CMX Ads Webmaster Resources for Success

Websites, Advertising, Scripts Tips n Snippets

News: The Big Brother you Never Wanted

Link and Content Ripper(Scraper)Utility Script Tutorial

Da Rippa. For scraping content. A webmasters best friend.

Hi!. Welcome to Da Rippa content and link ripping Php utility script.
This is a must have weapon in your arsenal of utility scripts for your websites.
If the content has been done before why reinvent the wheel? Just rip it and share it!
You are providing a benificial service to everyone.

Let us now get started.

This script is intended as shown below to be used as an include in a page you want the
ripped content to be displayed. Change the script file name and content write to file
to include in multiple pages for different content.

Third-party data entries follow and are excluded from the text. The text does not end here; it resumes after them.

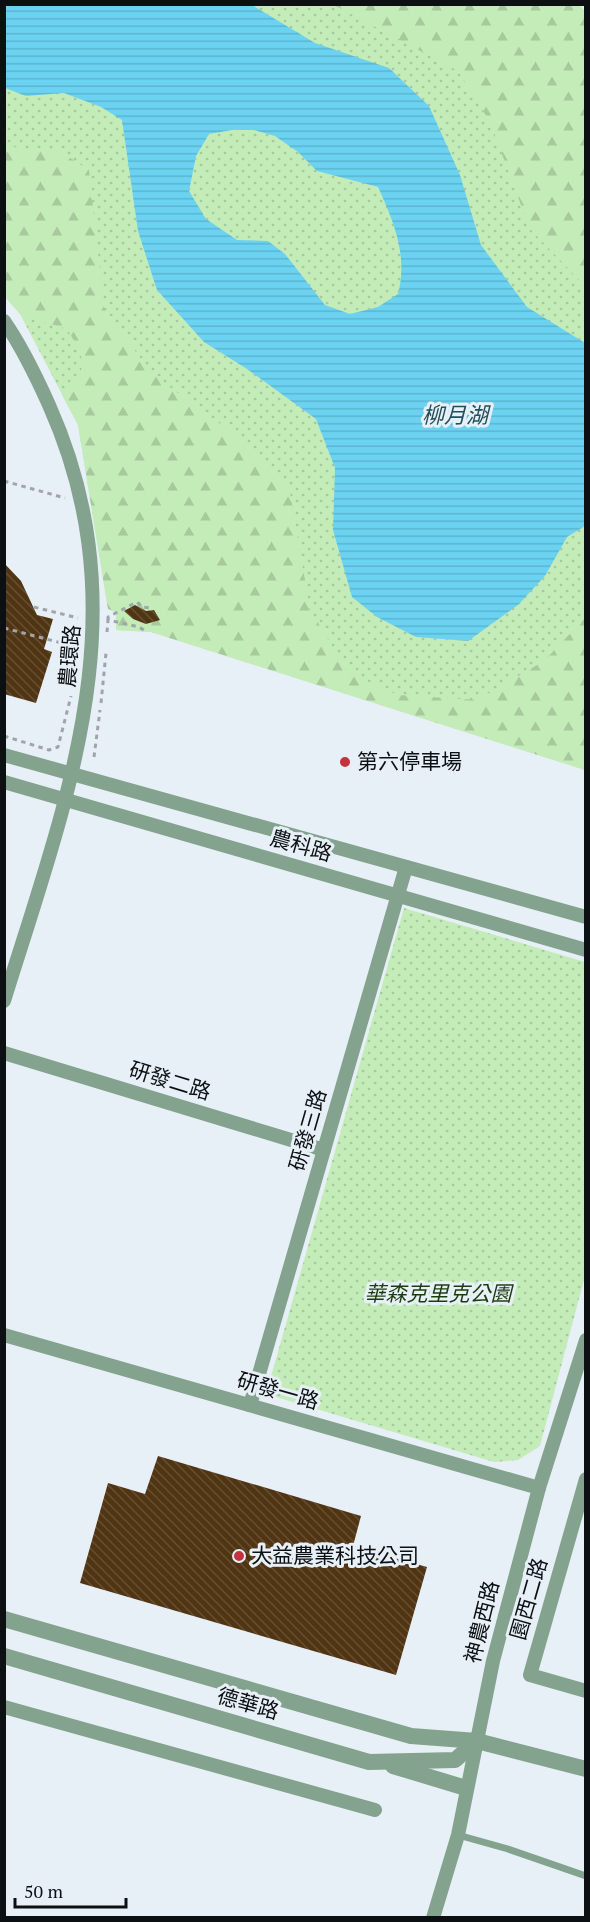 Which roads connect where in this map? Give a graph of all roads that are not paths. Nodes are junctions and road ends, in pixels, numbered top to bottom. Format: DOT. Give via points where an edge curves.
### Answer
graph roads {
  1 [pos="4,321"];
  2 [pos="4,754"];
  3 [pos="73,774"];
  4 [pos="4,782"];
  5 [pos="67,800"];
  6 [pos="406,867"];
  7 [pos="397,896"];
  8 [pos="585,917"];
  9 [pos="585,950"];
  10 [pos="4,1001"];
  11 [pos="4,1053"];
  12 [pos="324,1150"];
  13 [pos="4,1335"];
  14 [pos="585,1340"];
  15 [pos="250,1405"];
  16 [pos="585,1479"];
  17 [pos="539,1488"];
  18 [pos="4,1619"];
  19 [pos="4,1656"];
  20 [pos="585,1691"];
  21 [pos="4,1707"];
  22 [pos="477,1741"];
  23 [pos="378,1762"];
  24 [pos="585,1769"];
  25 [pos="466,1788"];
  26 [pos="375,1810"];
  27 [pos="458,1835"];
  28 [pos="585,1876"];
  29 [pos="433,1917"];
  1 -- 3 [label="street, 農環路" via="36,376 63,435 86,522 92,567 93,653"];
  2 -- 3 [label="street, 農科路"];
  3 -- 5 [label="street, 農環路"];
  3 -- 6 [label="street, 農科路"];
  4 -- 5 [label="street, 農科路"];
  5 -- 7 [label="street, 農科路"];
  5 -- 10 [label="street, 農環路"];
  6 -- 7 [label="street, 研發三路"];
  6 -- 8 [label="street, 農科路"];
  7 -- 9 [label="street, 農科路"];
  7 -- 12 [label="street, 研發三路"];
  11 -- 12 [label="street, 研發二路"];
  12 -- 15 [label="street, 研發三路"];
  13 -- 15 [label="street, 研發一路"];
  14 -- 17 [label="street, 神農西路"];
  15 -- 17 [label="street, 研發一路"];
  16 -- 20 [label="street, 園西二路" via="530,1675"];
  17 -- 22 [label="street, 神農西路" via="493,1661"];
  18 -- 22 [label="street" via="411,1736"];
  19 -- 23 [label="street, 德華路"];
  21 -- 26 [label="street"];
  22 -- 23 [label="street, 德華路" via="454,1760"];
  22 -- 24 [label="street"];
  22 -- 25 [label="street, 神農西路"];
  23 -- 25 [label="street"];
  25 -- 27 [label="street, 神農西路"];
  27 -- 28 [label="lane"];
  27 -- 29 [label="street, 神農西路"];
} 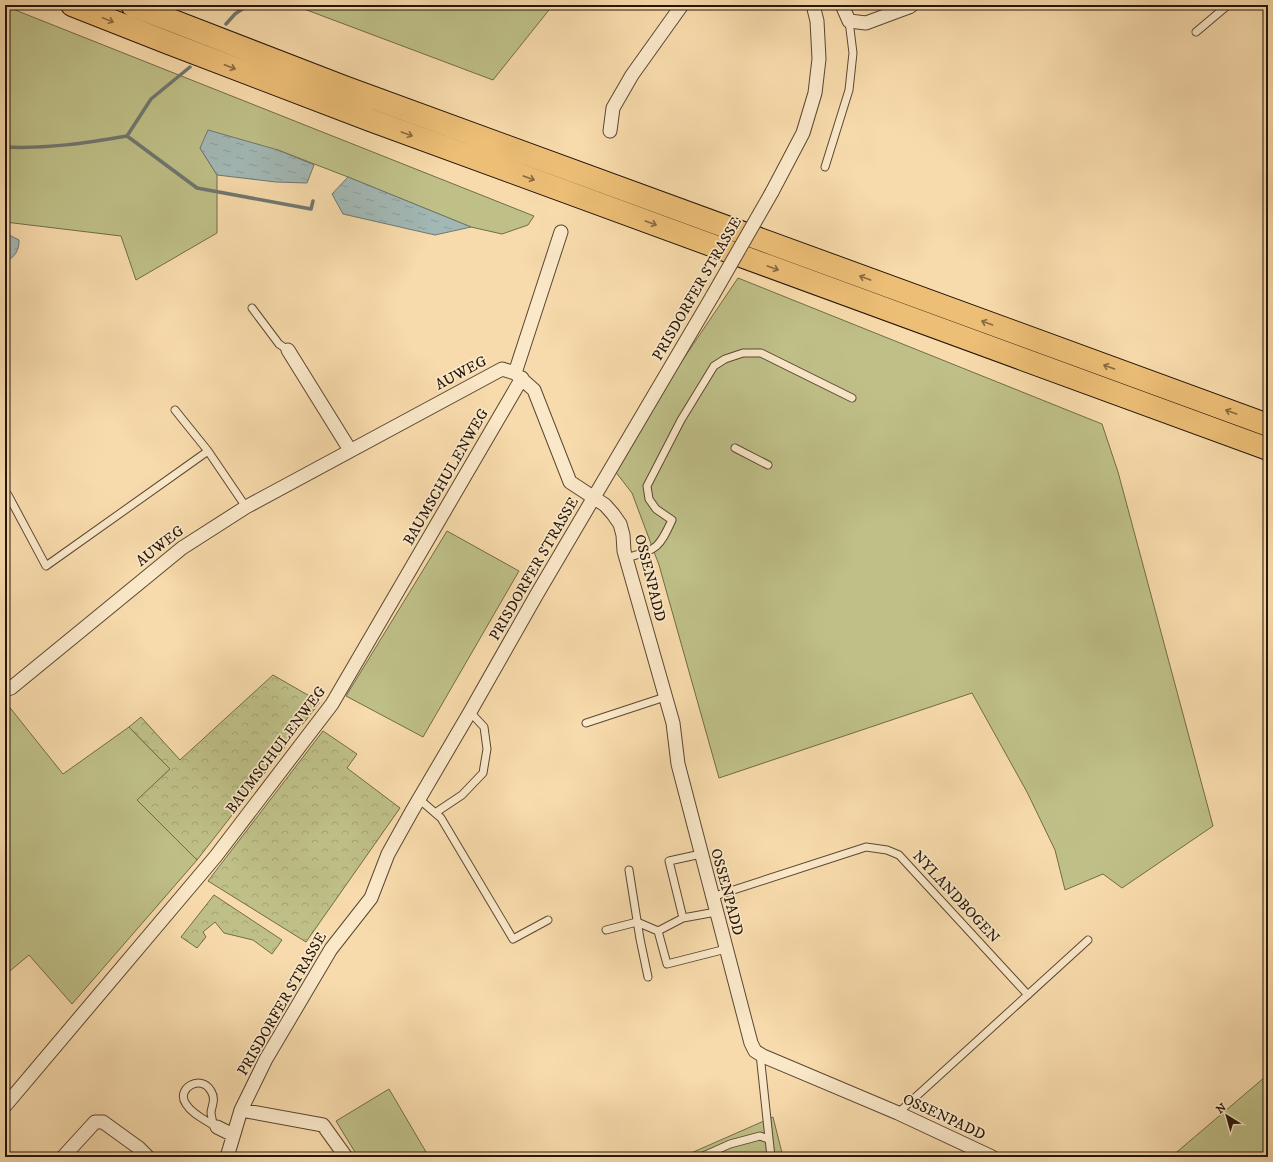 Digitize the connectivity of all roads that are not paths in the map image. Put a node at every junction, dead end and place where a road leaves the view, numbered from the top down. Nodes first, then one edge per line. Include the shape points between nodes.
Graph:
1 (72, 5) edge
2 (132, 5) edge
3 (682, 5) edge
4 (813, 5) edge
5 (842, 5) edge
6 (912, 5) edge
7 (1228, 5) edge
8 (849, 21) junction
9 (1196, 32) dead end
10 (610, 131) dead end
11 (825, 167) dead end
12 (561, 232) dead end
13 (252, 308) dead end
14 (288, 350) joint
15 (518, 376) junction
16 (852, 398) dead end
17 (175, 410) dead end
18 (1268, 425) edge
19 (735, 448) dead end
20 (1268, 449) edge
21 (350, 450) junction
22 (208, 451) junction
23 (768, 465) dead end
24 (8, 495) dead end
25 (594, 498) junction
26 (246, 507) junction
27 (626, 558) junction
28 (5, 690) edge
29 (665, 697) junction
30 (470, 712) junction
31 (586, 723) dead end
32 (419, 799) junction
33 (435, 813) junction
34 (701, 854) junction
35 (629, 870) dead end
36 (712, 897) junction
37 (716, 912) junction
38 (683, 918) junction
39 (548, 920) dead end
40 (637, 922) junction
41 (606, 930) dead end
42 (658, 932) junction
43 (1088, 940) dead end
44 (726, 949) junction
45 (648, 977) dead end
46 (1028, 995) junction
47 (760, 1054) junction
48 (5, 1106) edge
49 (241, 1110) junction
50 (898, 1113) junction
51 (215, 1126) junction
52 (233, 1135) junction
53 (768, 1139) junction
54 (63, 1157) edge
55 (148, 1157) edge
56 (227, 1157) edge
57 (346, 1157) edge
58 (701, 1157) edge
59 (771, 1157) edge
60 (992, 1157) edge

1 -> 20 highway via 370,120
18 -> 2 highway via 344,87
3 - 10 street via 632,75 613,108
4 - 25 street, PRISDORFER STRASSE, bridge via 817,21 819,59 815,93 804,133
5 - 8 street
6 - 8 street via 866,23
7 - 9 lane
8 - 11 lane via 853,53 849,90
12 - 15 street, BAUMSCHULENWEG
13 - 14 lane via 279,344
14 - 21 street
15 - 21 street, AUWEG via 502,369
15 - 25 street via 534,390 570,482
15 - 48 street, BAUMSCHULENWEG via 332,704 216,856
16 - 27 lane via 761,353 743,353 725,358 714,366 681,420 647,486 649,499 656,509 672,520 667,531 654,549
17 - 22 lane
19 - 23 lane
21 - 26 street, AUWEG
22 - 24 lane via 46,566
22 - 26 lane
25 - 27 street, OSSENPADD via 605,505 620,524
25 - 30 street, PRISDORFER STRASSE
26 - 28 street, AUWEG via 182,548 11,688
27 - 29 street, OSSENPADD
29 - 31 lane
29 - 34 street, OSSENPADD via 673,723 678,764
30 - 32 street, PRISDORFER STRASSE
30 - 33 lane via 484,727 487,749 483,773 462,795
32 - 33 lane
32 - 49 street, PRISDORFER STRASSE via 388,854 371,898 331,949 266,1059
33 - 39 lane via 441,818 513,939
34 - 36 street, OSSENPADD
34 - 38 lane via 669,861
35 - 40 lane
36 - 37 street, OSSENPADD
36 - 46 lane, NYLANDBOGEN via 866,847 887,850 899,855
37 - 38 lane
37 - 44 street, OSSENPADD
38 - 42 lane
40 - 41 lane
40 - 42 lane
40 - 45 lane
42 - 44 lane via 667,964
43 - 46 lane
44 - 47 street, OSSENPADD via 751,1043
46 - 50 lane
47 - 50 street, OSSENPADD
47 - 53 lane
49 - 52 street, PRISDORFER STRASSE
49 - 57 street via 324,1125
50 - 60 street, OSSENPADD
51 - 51 lane via 212,1091 203,1084 189,1086 184,1092 184,1103 192,1112
51 - 52 street
52 - 56 street, PRISDORFER STRASSE
53 - 58 lane via 760,1136 730,1144
53 - 59 lane
54 - 55 street via 95,1122 100,1121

To rip content we will be looking for certain tags this content is
enclosed in from a webpages source code.
So we have to know what tags and coding format the webpage is in.

So I suggest to copy and paste the source code from the website to a file first
then go through the code to look for the tags the content you want is enclosed in.
Hopefully it is consistant. But could change with a new webdesigner for the site.
Like enclosing links in single quotes or double etc.

We then set our rippa script opening and closing tag variables for our preg match.
We set the webpage URL for curl to get the content.
And we enable the setting to add the url to the links if they are relative.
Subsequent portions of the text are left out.